Monday, November 29, 2010

GCNP Boundary Story. The 1920's: Different visions

Last January 31, I summed up the story of the Grand Canyon National Park and how it grew, up to the signing of the establishment Act, February 26, 1919. Since then entries have dealt with this story from the viewpoint of the boundary today, and in some detail, how to map the Park boundary on the south, left, river bank. I did of course try to get away with showing off the cart as it appears today before telling of the various horses that got it here. That needs to be rectified by relating chronologically the several efforts after 1919 (and still unconcluded) to construct a National Park worthy of the Canyon. 

I would like to add "and that respected the lands of those with whom we the people shared the Grand Canyon -- the Navajo, Havasupai, and Hualapai", but decades of disagreement (and still unconcluded) preclude so pollyannish a view. As well, there has been resistance and opposition from resource users and administrators otherwise attuned: graziers, hunters, miners, loggers, Forest Service, Bureau of Land Management, even other NPS units. I would like to add "but today there are great and unprecedented opportunities for cooperation to bring about a unified presentation of the Canyon to the public", but while that sentiment is true, it too is pollyannish as a guide to the behavior we can expect. That guide is, as too often, the past, and so over the next several entries I will lay out the story of GCNP's boundary from 1919 up to the time when the battle lines were forming for the  legislative struggle over the 1972-5 Park Enlargement Act. I would like to add "which was energized by the vision of a more complete Park we Canyon advocates offered as a positive alternative to the destructive dreams of the dam-builders", but that is only partially true, completely neglecting the long-time Havasupai repatriation effort as well as the knotty left-overs of the post-1919 stories I will now get to.  

Here is the 1919 boundary map:


The complementary visions here were, on the one hand--Powell's--, that of the biggest spectacle, the great scoop out of the earth. On the other --Hayden's--, a park tightly drawn in toward the rim, taking little stock land and water, leaving only rim land for roads and developments. No expansive alternatives were being presented, not upstream into Marble Gorge, nor to the west, as in the 1910 ASHPS proposal.

The general policy governing the new National Park System parks was stated by Secretary of the Interior Lane shortly before GCNP's creation. On 13 May 1918, he wrote NPS Director Mather:  "The national parks must be maintained in absolutely unimpaired form for the use of future generations as well as those of our own time. They are set apart for the use, observation, health and pleasure of the people. The national interest must dictate all decisions affecting public or private enterprise in the parks." On 11 March 1925, Secretary Work instructed Mather that "National Parks and monuments must be maintained untouched by the inroads of modern civilization in order that unspoiled bits of native America may be preserved to be enjoyed by future generations as well as our own…The duty of the National Park Service by (its organic) Act to faithfully preserve Parks and Monuments for posterity in essentially their natural state is paramount to every other activity."

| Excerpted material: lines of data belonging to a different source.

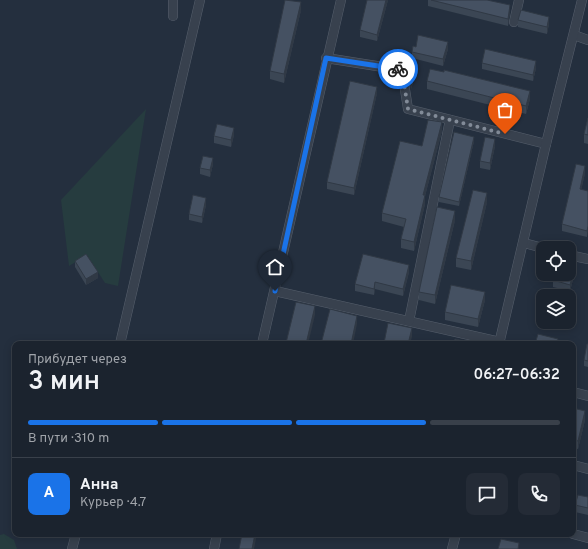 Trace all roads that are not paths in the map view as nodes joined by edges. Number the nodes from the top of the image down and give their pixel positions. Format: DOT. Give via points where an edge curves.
graph roads {
  1 [pos="173,0"];
  2 [pos="200,0"];
  3 [pos="341,0"];
  4 [pos="520,0"];
  5 [pos="582,0"];
  6 [pos="173,16"];
  7 [pos="514,22"];
  8 [pos="574,36"];
  9 [pos="588,40"];
  10 [pos="326,58"];
  11 [pos="450,120"];
  12 [pos="546,144"];
  13 [pos="524,243"];
  14 [pos="536,246"];
  15 [pos="576,256"];
  16 [pos="588,259"];
  17 [pos="275,291"];
  18 [pos="409,321"];
  19 [pos="121,341"];
  20 [pos="263,341"];
  21 [pos="492,341"];
  22 [pos="500,341"];
  23 [pos="576,393"];
  24 [pos="588,396"];
  25 [pos="576,466"];
  26 [pos="588,468"];
  27 [pos="576,535"];
  28 [pos="75,537"];
  29 [pos="216,537"];
  30 [pos="455,537"];
  31 [pos="588,538"];
  32 [pos="72,549"];
  33 [pos="214,549"];
  34 [pos="452,549"];
  1 -- 6 [label="street"];
  2 -- 19 [label="street"];
  3 -- 10 [label="street"];
  4 -- 7 [label="street"];
  5 -- 8 [label="street"];
  8 -- 9 [label="street"];
  8 -- 12 [label="street"];
  10 -- 11 [label="street" via="402,70 408,109"];
  10 -- 17 [label="street"];
  11 -- 12 [label="street"];
  11 -- 18 [label="street"];
  12 -- 13 [label="street"];
  13 -- 14 [label="street"];
  13 -- 22 [label="street"];
  15 -- 16 [label="street"];
  17 -- 18 [label="street"];
  17 -- 20 [label="street"];
  18 -- 21 [label="street"];
  23 -- 24 [label="street"];
  25 -- 26 [label="street"];
  27 -- 31 [label="street"];
  28 -- 32 [label="street"];
  29 -- 33 [label="street"];
  30 -- 34 [label="street"];
} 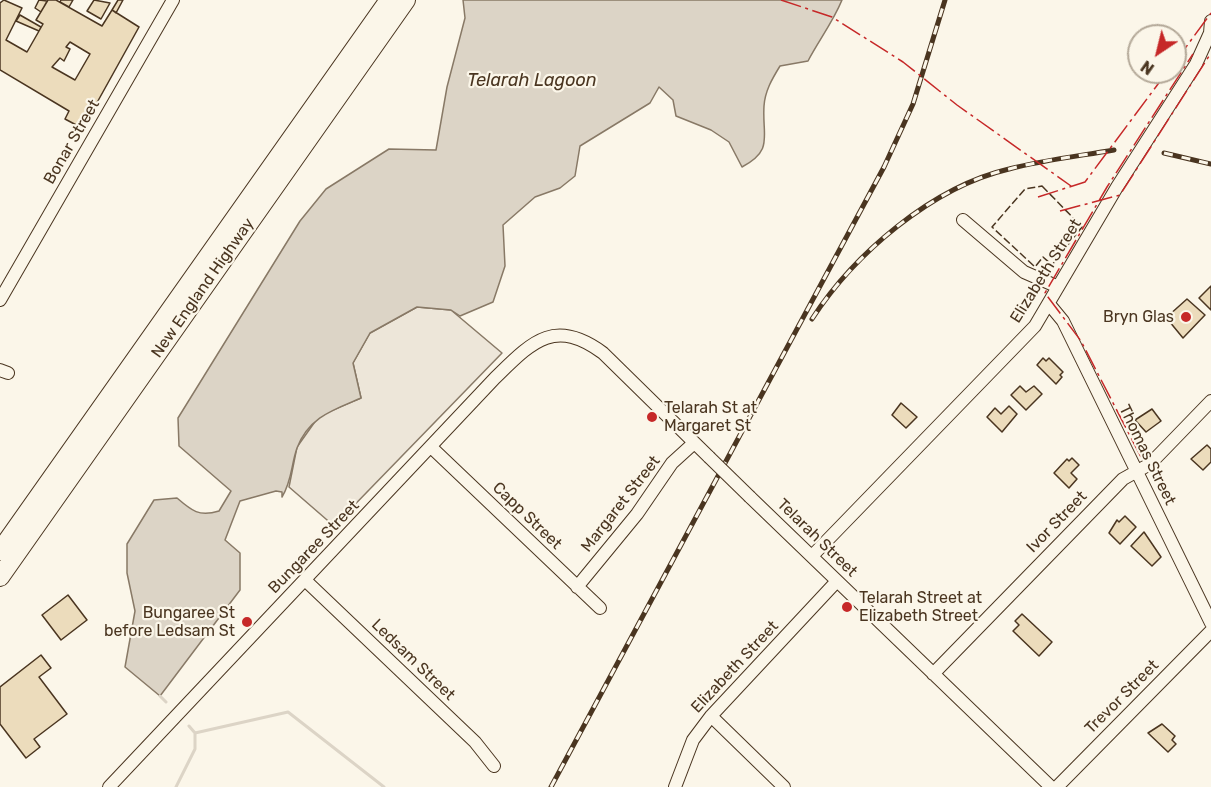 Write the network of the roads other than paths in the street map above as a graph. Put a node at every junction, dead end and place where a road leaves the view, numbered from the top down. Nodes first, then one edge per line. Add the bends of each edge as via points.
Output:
1 (173, 0) edge
2 (389, 0) edge
3 (406, 0) edge
4 (1211, 21) edge
5 (963, 220) dead end
6 (1056, 286) junction
7 (0, 300) edge
8 (1049, 304) junction
9 (549, 336) joint
10 (1211, 402) edge
11 (694, 443) junction
12 (431, 447) junction
13 (1136, 471) junction
14 (0, 551) edge
15 (812, 556) junction
16 (0, 577) edge
17 (305, 580) junction
18 (837, 581) junction
19 (577, 587) junction
20 (600, 608) dead end
21 (1211, 623) edge
22 (1211, 631) edge
23 (933, 674) junction
24 (711, 716) junction
25 (494, 766) dead end
26 (109, 787) edge
27 (675, 787) edge
28 (784, 787) edge
29 (1051, 787) edge
30 (1058, 787) edge

1 - 7 street, Bonar Street
2 - 14 highway, New England Highway
3 - 16 highway, New England Highway
4 - 6 street, Elizabeth Street via 1210,33 1196,64
5 - 6 street via 1024,272
6 - 8 street, Elizabeth Street
8 - 13 street, Thomas Street via 1064,321
8 - 15 street, Elizabeth Street via 1035,326
9 - 11 street, Telarah Street via 570,335 587,341
9 - 12 street, Bungaree Street via 525,349
10 - 13 street, Ivor Street via 1150,464
11 - 15 street, Telarah Street, bridge
11 - 19 street, Margaret Street via 672,463 637,514
12 - 17 street, Bungaree Street
12 - 19 street, Capp Street
13 - 21 street, Thomas Street
13 - 23 street, Ivor Street via 1123,478
15 - 18 street, Telarah Street
17 - 25 street, Ledsam Street via 475,742
17 - 26 street, Bungaree Street
18 - 23 street, Telarah Street
18 - 24 street, Elizabeth Street
19 - 20 street, Capp Street
22 - 30 street, Trevor Street
23 - 29 street, Telarah Street
24 - 27 street, Elizabeth Street via 693,740
24 - 28 street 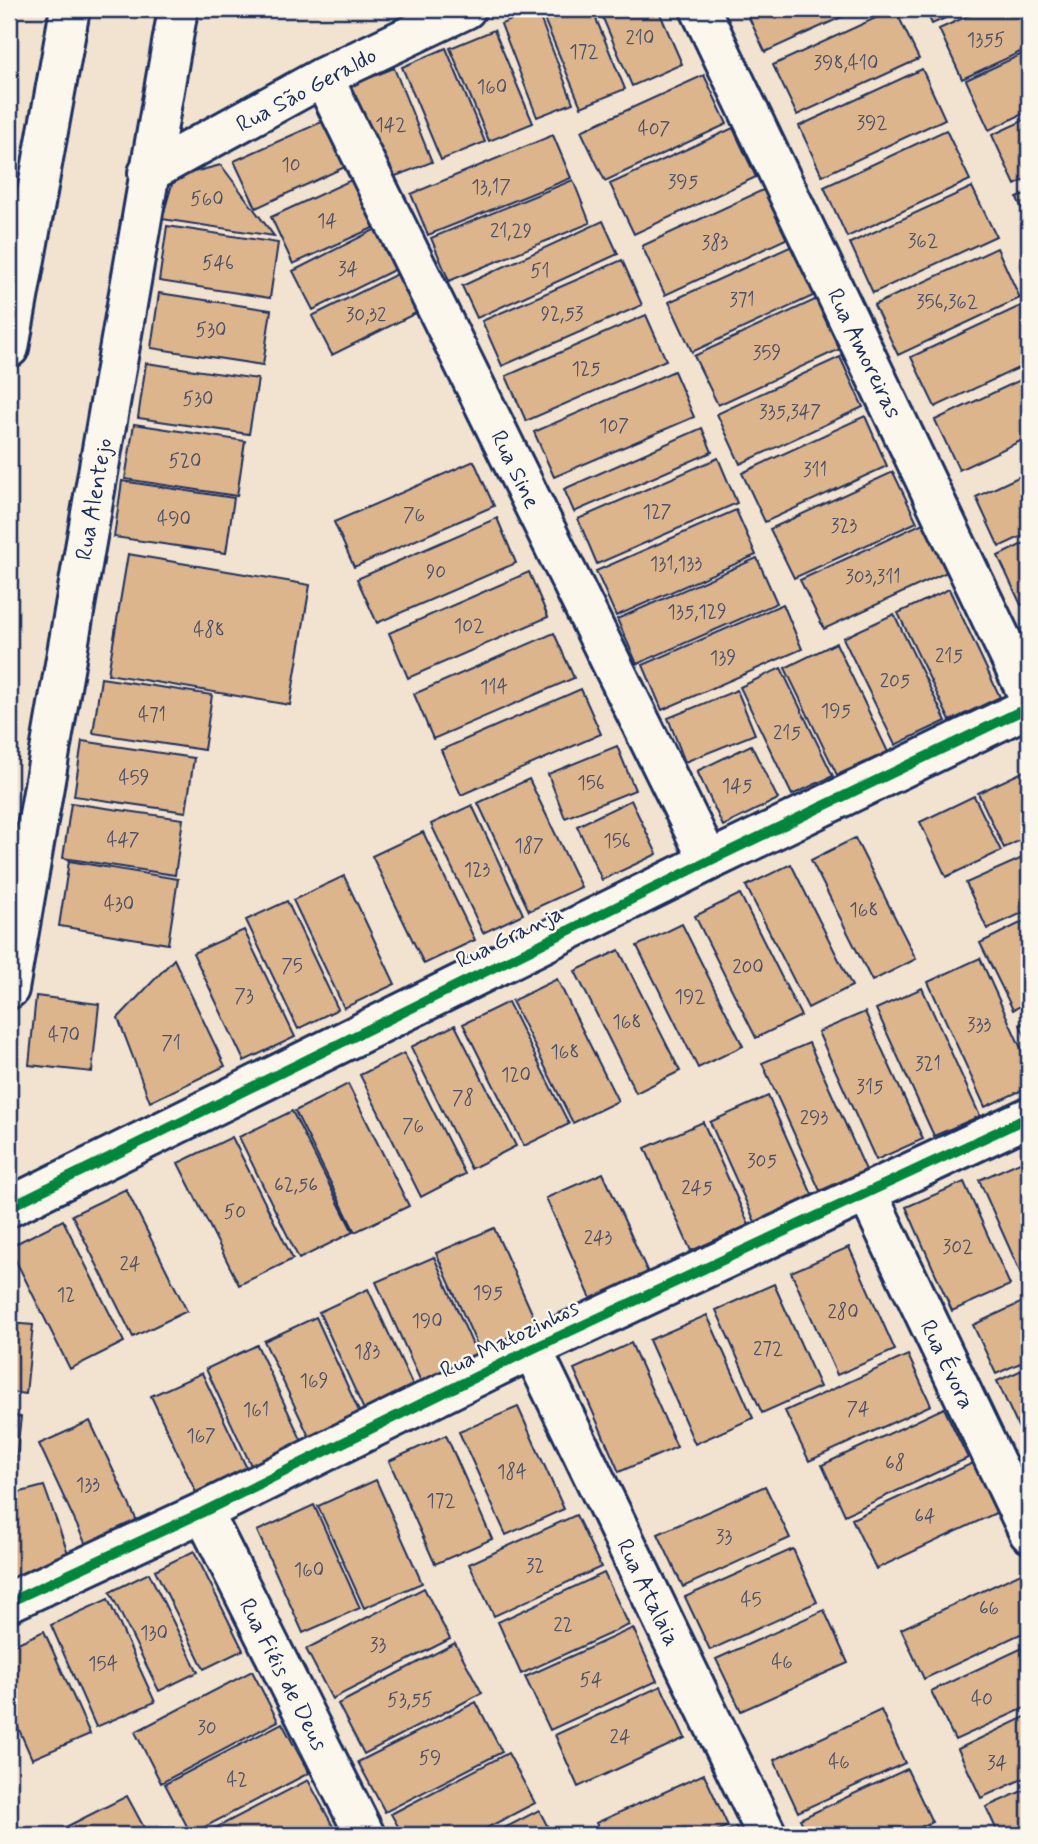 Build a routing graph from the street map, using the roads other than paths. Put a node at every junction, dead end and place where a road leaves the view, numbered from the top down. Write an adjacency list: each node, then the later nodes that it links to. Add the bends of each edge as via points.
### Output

In 1921, the Forest Service Chief set forth the view he and Mather jointly held on cooperation between the two agencies. Proposed transfers of lands should be examined jointly, and a transfer made only where the dominant resource was a nationally important scenic feature, but not where the economic interest dominated or just for a road or accommodations. Therefore, the Chief told his subordinates, they needed to cooperate on roads, including timber cutting and grazing near them.

Nice, but with the north and south sides of GCNP carved out of, and confined by, national forest land, how long could the new Service and the new Park be content working under the constrictives' view of the Canyon?

Sunday, November 21, 2010

A Second Look: TR and the Grand Canyon National Park that Wasn't

In my March 21, 2010, entry, I laid out a timeline that TR might have followed in the 1902-7 period that would have resulted in the establishment of Grand Canyon National Park a dozen years before Congress, with Arizona as a state, ground that sausage. Using information from Brinkley (Brinkley, Douglas, The Wilderness Warrior  Theodore Roosevelt and the Crusade for America, 2009), I tried to suggest why TR did not. Brinkley emphasizes Pinchot's role in suggesting that Crater Lake was a less controversial first step, to be followed by a Roosevelt visit to the Canyon (1903). The implication is clear, that Congress was so hostile to Parks that obtaining a favorable outcome for a GCNP bill would be very difficult. So first, here is a list of what significant Parks Congress did create back then. Would a Rooseveltian GCNP have been so much harder?

Before Roosevelt:
Yellowstone 1872
Sequoia 1890
Yosemite          1890
General Grant   1890 (now in Kings Canyon)
Mount Rainier  1899

Here is what was done by Congress with Roosevelt as President:
Crater Lake 1902
Wind Cave 1903
Mesa Verde 1906 (contemporaneously with Antiquities Act)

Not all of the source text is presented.